Minister of Northern Affairs Daniel Vandal has accepted the Nunavut Impact Review Board’s environmental review of the Chidliak mine. The review board is looking for De Beers Group Canada to answer whether the company expects the review board to co-ordinate its review with the Nunavut Water Board.. (File Photo)

By David Lochead

Updated Thursday, Feb. 23 at 6 p.m.

Federal Northern Affairs Minister Daniel Vandal has agreed to an environmental review of the Chidliak diamond mine, according to a letter sent by the minister to the Nunavut Impact Review Board.

However, the Nunavut Impact Review Board is looking for clarification from De Beers Group Canada on whether the company expects the board’s review to be co-ordinated with the Nunavut Water Board, which regulates the use of water in the territory.
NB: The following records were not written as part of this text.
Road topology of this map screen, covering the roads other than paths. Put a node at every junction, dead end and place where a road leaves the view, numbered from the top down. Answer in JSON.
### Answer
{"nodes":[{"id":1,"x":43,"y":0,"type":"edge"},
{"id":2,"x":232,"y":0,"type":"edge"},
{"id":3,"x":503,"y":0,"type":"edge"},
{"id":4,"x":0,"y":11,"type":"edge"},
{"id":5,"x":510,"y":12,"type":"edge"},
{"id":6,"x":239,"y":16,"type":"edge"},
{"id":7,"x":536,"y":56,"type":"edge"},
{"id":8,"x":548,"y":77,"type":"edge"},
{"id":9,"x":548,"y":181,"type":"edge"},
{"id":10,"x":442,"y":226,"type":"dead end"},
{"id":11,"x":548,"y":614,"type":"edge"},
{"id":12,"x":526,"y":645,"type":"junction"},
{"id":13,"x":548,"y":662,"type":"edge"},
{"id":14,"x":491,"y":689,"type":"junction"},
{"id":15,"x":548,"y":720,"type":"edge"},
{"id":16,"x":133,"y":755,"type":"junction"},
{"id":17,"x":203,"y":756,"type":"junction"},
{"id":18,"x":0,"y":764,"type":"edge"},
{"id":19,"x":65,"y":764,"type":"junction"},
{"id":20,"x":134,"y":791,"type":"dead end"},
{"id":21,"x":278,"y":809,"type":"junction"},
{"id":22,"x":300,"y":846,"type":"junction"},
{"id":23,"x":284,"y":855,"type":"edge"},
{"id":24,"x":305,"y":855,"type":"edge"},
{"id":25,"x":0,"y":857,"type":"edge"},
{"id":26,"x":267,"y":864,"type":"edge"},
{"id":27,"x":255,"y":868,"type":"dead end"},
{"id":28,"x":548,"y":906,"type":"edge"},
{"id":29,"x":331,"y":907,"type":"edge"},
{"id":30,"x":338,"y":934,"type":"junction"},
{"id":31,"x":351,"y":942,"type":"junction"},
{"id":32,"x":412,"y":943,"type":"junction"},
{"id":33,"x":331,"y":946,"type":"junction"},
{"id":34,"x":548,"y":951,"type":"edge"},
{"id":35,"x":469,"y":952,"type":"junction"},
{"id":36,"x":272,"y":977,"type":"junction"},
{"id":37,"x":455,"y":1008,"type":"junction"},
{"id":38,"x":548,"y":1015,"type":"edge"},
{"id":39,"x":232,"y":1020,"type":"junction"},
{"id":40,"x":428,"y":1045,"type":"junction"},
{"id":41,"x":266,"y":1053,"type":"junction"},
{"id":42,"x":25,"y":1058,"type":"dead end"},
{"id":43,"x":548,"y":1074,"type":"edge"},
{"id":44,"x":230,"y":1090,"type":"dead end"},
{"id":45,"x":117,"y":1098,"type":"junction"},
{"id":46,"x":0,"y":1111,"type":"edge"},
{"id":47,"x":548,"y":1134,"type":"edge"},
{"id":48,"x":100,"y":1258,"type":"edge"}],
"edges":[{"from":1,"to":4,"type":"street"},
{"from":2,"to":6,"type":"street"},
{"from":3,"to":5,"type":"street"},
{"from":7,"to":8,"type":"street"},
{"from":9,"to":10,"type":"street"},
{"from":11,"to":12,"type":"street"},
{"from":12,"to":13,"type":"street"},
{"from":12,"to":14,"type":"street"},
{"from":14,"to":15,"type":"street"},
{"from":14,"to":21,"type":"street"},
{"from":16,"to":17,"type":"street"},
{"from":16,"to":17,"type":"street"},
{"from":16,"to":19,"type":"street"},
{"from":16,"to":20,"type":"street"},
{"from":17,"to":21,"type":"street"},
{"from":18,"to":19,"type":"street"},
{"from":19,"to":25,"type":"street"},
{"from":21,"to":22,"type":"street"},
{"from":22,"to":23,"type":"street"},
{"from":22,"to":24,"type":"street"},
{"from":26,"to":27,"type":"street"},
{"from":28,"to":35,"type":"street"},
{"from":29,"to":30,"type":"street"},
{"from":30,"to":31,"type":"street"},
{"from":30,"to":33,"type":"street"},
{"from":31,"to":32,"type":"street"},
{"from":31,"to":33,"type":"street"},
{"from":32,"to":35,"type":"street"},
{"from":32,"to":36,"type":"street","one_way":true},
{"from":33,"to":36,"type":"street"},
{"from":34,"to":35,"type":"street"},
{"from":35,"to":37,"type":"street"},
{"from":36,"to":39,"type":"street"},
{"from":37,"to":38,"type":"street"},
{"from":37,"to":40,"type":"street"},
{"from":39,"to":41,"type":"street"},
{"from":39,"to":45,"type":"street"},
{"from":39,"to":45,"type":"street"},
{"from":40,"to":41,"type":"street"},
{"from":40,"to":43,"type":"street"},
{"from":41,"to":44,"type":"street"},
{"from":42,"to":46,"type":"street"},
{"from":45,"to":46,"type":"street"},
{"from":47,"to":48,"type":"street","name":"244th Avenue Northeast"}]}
The review board asked for this clarification Monday, in a response to Vandal’s acceptance of a review.

The Chidliak diamond mine, being proposed by De Beers Group Canada, is located on the Hall Peninsula about 120 kilometres northeast of Iqaluit.

On Nov. 14, the review board gave its assessment of the proposal for the diamond mine and recommended an environmental review of the project to Vandal, who has the authority to approve the review board’s recommendation.

In his agreement to the review on Feb. 14, Vandal also mentioned he and the other responsible ministers will consider giving funding to the review.

If Vandal decides an environmental review co-ordinated with the water board is necessary, the board has said it needs to know by Feb. 24.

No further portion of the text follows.